Donate to Science & Enterprise

S&E on Mastodon

S&E on LinkedIn

S&E on Flipboard

Please share Science & Enterprise

U.K. Company Licenses Harvard Graphene DNA Technology

Graphene molecular illustration (Lawrence Berkeley National Laboratory)

Graphene molecular illustration (Lawrence Berkeley National Laboratory)

Oxford Nanopore Technologies Ltd. in Oxford, U.K. said today it signed a licensing agreement with Harvard University to commercialize graphene technology from Harvard’s labs for DNA sequencing. The company already has a deal with Harvard’s technology transfer office to develop basic sensing methods through solid-state nanopores.

Graphene is a robust, single-atom thick lattice of carbon with high electrical conductivity. Oxford Nanopore says these properties make it an ideal material for high resolution, nanopore-based sequencing of single DNA molecules.

Under the agreement, Oxford Nanopore will get exclusive rights to develop and commercialize methods for the use of graphene for the analysis of DNA and RNA, developed in the labs of Harvard faculty Jene Golovchenko, Daniel Branton, and Charles Lieber. The company says it will also continue to support fundamental nanopore research at Harvard.

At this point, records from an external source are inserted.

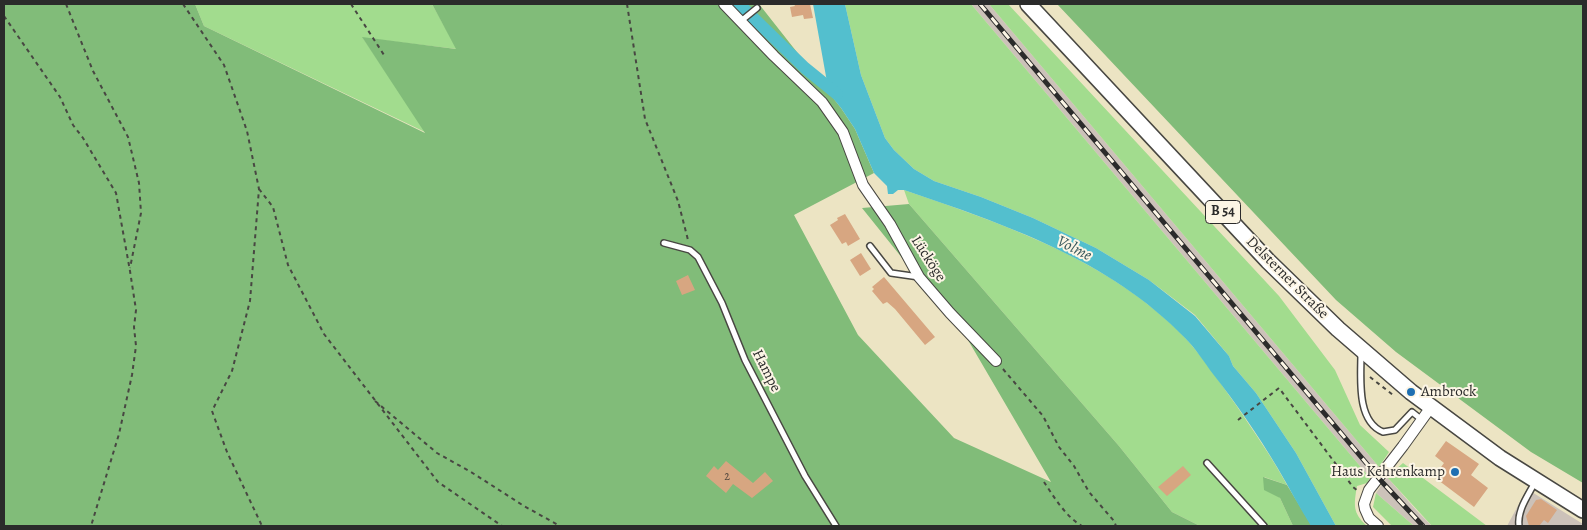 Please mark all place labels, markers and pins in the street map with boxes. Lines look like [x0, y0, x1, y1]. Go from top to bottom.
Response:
place label: Ambrock [1421, 383, 1476, 401]
marker: Ambrock [1405, 386, 1417, 398]
place label: Haus Kehrenkamp [1331, 463, 1445, 481]
marker: Haus Kehrenkamp [1449, 466, 1461, 478] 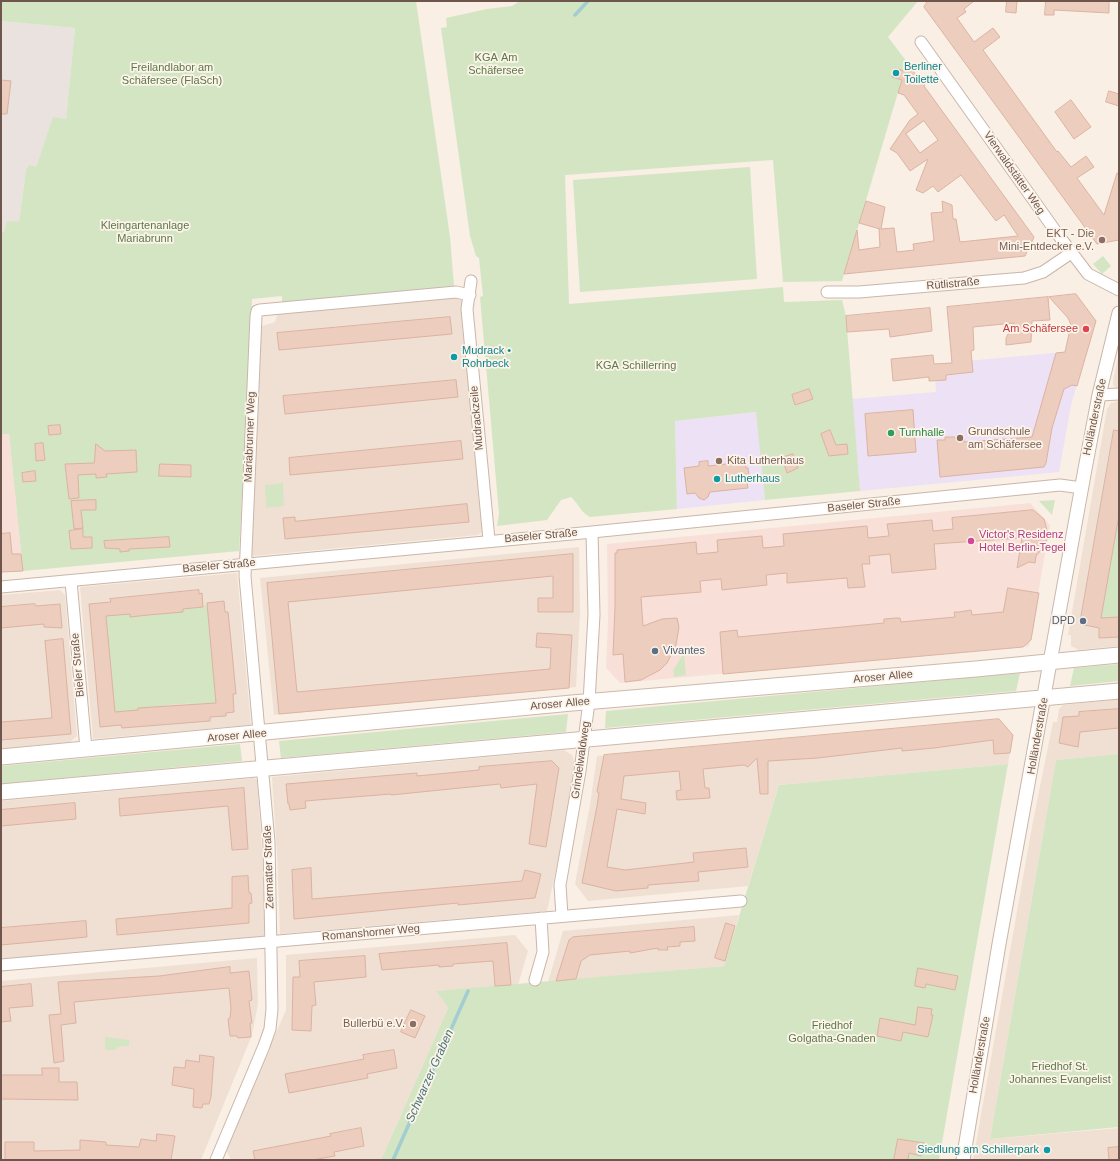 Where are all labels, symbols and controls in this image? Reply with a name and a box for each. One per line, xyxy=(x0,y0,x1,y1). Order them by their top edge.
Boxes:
park label: KGA Am Schäfersee xyxy=(468,51,524,77)
place label: Berliner Toilette xyxy=(904,60,942,86)
park label: Freilandlabor am Schäfersee (FlaSch) xyxy=(122,61,222,87)
marker: Berliner Toilette xyxy=(891,68,901,78)
street label: Vierwaldstätter Weg xyxy=(980,129,1048,217)
park label: Kleingartenanlage Mariabrunn xyxy=(101,219,189,245)
place label: EKT - Die Mini-Entdecker e.V. xyxy=(999,227,1094,253)
marker: EKT - Die Mini-Entdecker e.V. xyxy=(1097,235,1107,245)
street label: Rütlistraße xyxy=(926,275,980,293)
place label: Am Schäfersee xyxy=(1003,322,1078,336)
marker: Am Schäfersee xyxy=(1081,324,1091,334)
place label: Mudrack • Rohrbeck xyxy=(462,344,511,370)
marker: Mudrack • Rohrbeck xyxy=(449,352,459,362)
park label: KGA Schillerring xyxy=(596,359,676,373)
street label: Holländerstraße xyxy=(1080,377,1110,457)
street label: Mudrackzeile xyxy=(468,385,486,451)
street label: Mariabrunner Weg xyxy=(242,391,258,483)
place label: Grundschule am Schäfersee xyxy=(968,425,1042,451)
place label: Turnhalle xyxy=(899,426,944,440)
marker: Turnhalle xyxy=(886,428,896,438)
marker: Grundschule am Schäfersee xyxy=(955,433,965,443)
place label: Kita Lutherhaus xyxy=(727,454,804,468)
marker: Kita Lutherhaus xyxy=(714,456,724,466)
place label: Lutherhaus xyxy=(725,472,780,486)
marker: Lutherhaus xyxy=(712,474,722,484)
street label: Baseler Straße xyxy=(827,495,901,515)
street label: Baseler Straße xyxy=(504,526,578,546)
place label: Victor's Residenz Hotel Berlin-Tegel xyxy=(979,528,1066,554)
marker: Victor's Residenz Hotel Berlin-Tegel xyxy=(966,536,976,546)
street label: Baseler Straße xyxy=(182,556,256,576)
place label: DPD xyxy=(1052,614,1075,628)
marker: DPD xyxy=(1078,616,1088,626)
street label: Bieler Straße xyxy=(69,632,87,698)
place label: Vivantes xyxy=(663,644,705,658)
marker: Vivantes xyxy=(650,646,660,656)
street label: Aroser Allee xyxy=(853,668,913,686)
street label: Aroser Allee xyxy=(530,695,590,713)
street label: Holländerstraße xyxy=(1025,696,1051,776)
street label: Grindelwaldweg xyxy=(569,720,593,800)
street label: Aroser Allee xyxy=(207,727,267,745)
street label: Zermatter Straße xyxy=(261,825,277,909)
street label: Romanshorner Weg xyxy=(321,922,421,944)
street label: Holländerstraße xyxy=(967,1015,993,1095)
place label: Bullerbü e.V. xyxy=(343,1017,405,1031)
marker: Bullerbü e.V. xyxy=(408,1019,418,1029)
park label: Friedhof Golgatha-Gnaden xyxy=(788,1019,876,1045)
water label: Schwarzer Graben xyxy=(403,1027,457,1125)
park label: Friedhof St. Johannes Evangelist xyxy=(1009,1060,1111,1086)
place label: Siedlung am Schillerpark xyxy=(917,1143,1039,1157)
marker: Siedlung am Schillerpark xyxy=(1042,1145,1052,1155)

Golovchenko and Branton were among the authors of a September 2010 article in the journal Nature (paid subscription required) that showed how graphene could be used to separate two chambers containing ionic solutions, and create a hole — a nanopore — in the graphene. The group demonstrated that the graphene nanopore could serve as a trans-electrode, measuring a current flowing through the nanopore between two chambers. The variations in this measurement could then result in a characteristic electrical signal reflecting the size and nature of the DNA molecule.

Oxford Nanopore is developing a technology for direct, electronic detection, and analysis of single molecules using nanopores. The company’s lead application is DNA sequencing, and has licensed technologies developed at Oxford and other universities, as well as Harvard.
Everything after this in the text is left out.